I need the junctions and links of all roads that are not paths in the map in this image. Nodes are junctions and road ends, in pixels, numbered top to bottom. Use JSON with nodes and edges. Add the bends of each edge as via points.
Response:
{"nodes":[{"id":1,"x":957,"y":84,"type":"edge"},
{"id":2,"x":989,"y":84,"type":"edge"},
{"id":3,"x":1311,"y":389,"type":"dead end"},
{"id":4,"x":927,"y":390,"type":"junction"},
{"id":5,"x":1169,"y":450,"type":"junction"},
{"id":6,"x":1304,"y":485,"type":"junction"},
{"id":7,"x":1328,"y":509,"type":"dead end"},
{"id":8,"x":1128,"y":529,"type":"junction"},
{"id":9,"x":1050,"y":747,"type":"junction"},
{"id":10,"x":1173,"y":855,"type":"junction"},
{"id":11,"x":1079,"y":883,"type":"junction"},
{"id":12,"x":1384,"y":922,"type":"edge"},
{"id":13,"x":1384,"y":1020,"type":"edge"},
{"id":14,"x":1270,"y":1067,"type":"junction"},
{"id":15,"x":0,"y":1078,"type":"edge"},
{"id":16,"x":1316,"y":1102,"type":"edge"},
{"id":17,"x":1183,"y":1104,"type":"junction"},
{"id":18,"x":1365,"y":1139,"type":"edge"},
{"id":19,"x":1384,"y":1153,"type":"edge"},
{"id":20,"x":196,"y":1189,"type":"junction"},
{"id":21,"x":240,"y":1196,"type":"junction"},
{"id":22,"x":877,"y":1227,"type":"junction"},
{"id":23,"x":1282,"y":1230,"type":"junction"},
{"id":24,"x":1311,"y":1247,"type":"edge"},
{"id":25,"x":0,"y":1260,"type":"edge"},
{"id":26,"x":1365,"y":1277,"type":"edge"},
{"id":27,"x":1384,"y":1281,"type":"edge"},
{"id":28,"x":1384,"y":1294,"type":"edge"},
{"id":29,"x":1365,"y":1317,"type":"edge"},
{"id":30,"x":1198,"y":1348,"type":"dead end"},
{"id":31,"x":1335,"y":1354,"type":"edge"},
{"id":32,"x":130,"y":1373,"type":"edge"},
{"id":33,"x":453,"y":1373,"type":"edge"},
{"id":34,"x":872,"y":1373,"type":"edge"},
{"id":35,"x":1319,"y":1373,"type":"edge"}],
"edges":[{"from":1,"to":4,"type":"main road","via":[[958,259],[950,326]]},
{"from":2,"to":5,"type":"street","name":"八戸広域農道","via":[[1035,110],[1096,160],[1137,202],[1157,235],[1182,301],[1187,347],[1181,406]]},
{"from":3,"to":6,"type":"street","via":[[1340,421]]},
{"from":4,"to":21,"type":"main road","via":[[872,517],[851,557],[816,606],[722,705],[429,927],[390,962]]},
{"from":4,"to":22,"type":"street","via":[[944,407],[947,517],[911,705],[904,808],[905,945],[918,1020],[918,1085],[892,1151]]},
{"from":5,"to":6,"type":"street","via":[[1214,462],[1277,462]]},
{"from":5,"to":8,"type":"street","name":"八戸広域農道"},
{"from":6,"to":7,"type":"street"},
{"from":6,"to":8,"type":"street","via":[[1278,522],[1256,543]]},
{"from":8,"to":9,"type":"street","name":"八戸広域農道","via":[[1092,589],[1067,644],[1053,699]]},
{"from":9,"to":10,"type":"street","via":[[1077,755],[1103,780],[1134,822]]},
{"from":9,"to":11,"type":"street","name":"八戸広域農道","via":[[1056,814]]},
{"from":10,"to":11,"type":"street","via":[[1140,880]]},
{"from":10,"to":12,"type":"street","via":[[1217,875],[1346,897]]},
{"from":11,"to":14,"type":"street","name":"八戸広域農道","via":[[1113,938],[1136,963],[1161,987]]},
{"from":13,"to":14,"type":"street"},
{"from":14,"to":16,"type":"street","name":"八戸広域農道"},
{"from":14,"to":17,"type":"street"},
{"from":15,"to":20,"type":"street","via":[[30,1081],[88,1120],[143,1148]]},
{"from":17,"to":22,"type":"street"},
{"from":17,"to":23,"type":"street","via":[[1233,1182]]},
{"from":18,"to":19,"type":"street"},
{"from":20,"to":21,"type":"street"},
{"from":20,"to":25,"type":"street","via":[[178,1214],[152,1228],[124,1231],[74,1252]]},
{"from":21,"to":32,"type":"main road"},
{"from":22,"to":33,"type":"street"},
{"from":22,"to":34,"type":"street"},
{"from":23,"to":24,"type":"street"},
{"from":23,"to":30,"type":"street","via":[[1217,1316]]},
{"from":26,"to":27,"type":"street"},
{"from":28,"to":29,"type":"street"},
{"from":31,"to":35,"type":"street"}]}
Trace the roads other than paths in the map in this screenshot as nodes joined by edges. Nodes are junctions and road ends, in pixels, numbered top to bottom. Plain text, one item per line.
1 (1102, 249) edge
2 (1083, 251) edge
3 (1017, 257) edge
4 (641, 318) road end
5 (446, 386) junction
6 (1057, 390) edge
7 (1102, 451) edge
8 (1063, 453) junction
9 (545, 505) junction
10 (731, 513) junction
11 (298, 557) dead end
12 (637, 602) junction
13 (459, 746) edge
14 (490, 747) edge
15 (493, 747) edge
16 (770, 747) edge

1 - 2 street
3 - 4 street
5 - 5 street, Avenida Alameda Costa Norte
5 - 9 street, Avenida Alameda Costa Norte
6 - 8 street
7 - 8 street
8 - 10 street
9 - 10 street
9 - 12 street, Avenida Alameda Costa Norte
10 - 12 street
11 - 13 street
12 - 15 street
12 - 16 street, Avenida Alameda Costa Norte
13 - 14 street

══════════════════════════════

Each line with "name" in it must be identified and copied from the material.

=== RESPONSE TO THIS EXERCISE ===
{"from":2,"to":5,"type":"street","name":"八戸広域農道","via":[[1035,110],[1096,160],[1137,202],[1157,235],[1182,301],[1187,347],[1181,406]]},
{"from":5,"to":8,"type":"street","name":"八戸広域農道"},
{"from":8,"to":9,"type":"street","name":"八戸広域農道","via":[[1092,589],[1067,644],[1053,699]]},
{"from":9,"to":11,"type":"street","name":"八戸広域農道","via":[[1056,814]]},
{"from":11,"to":14,"type":"street","name":"八戸広域農道","via":[[1113,938],[1136,963],[1161,987]]},
{"from":14,"to":16,"type":"street","name":"八戸広域農道"},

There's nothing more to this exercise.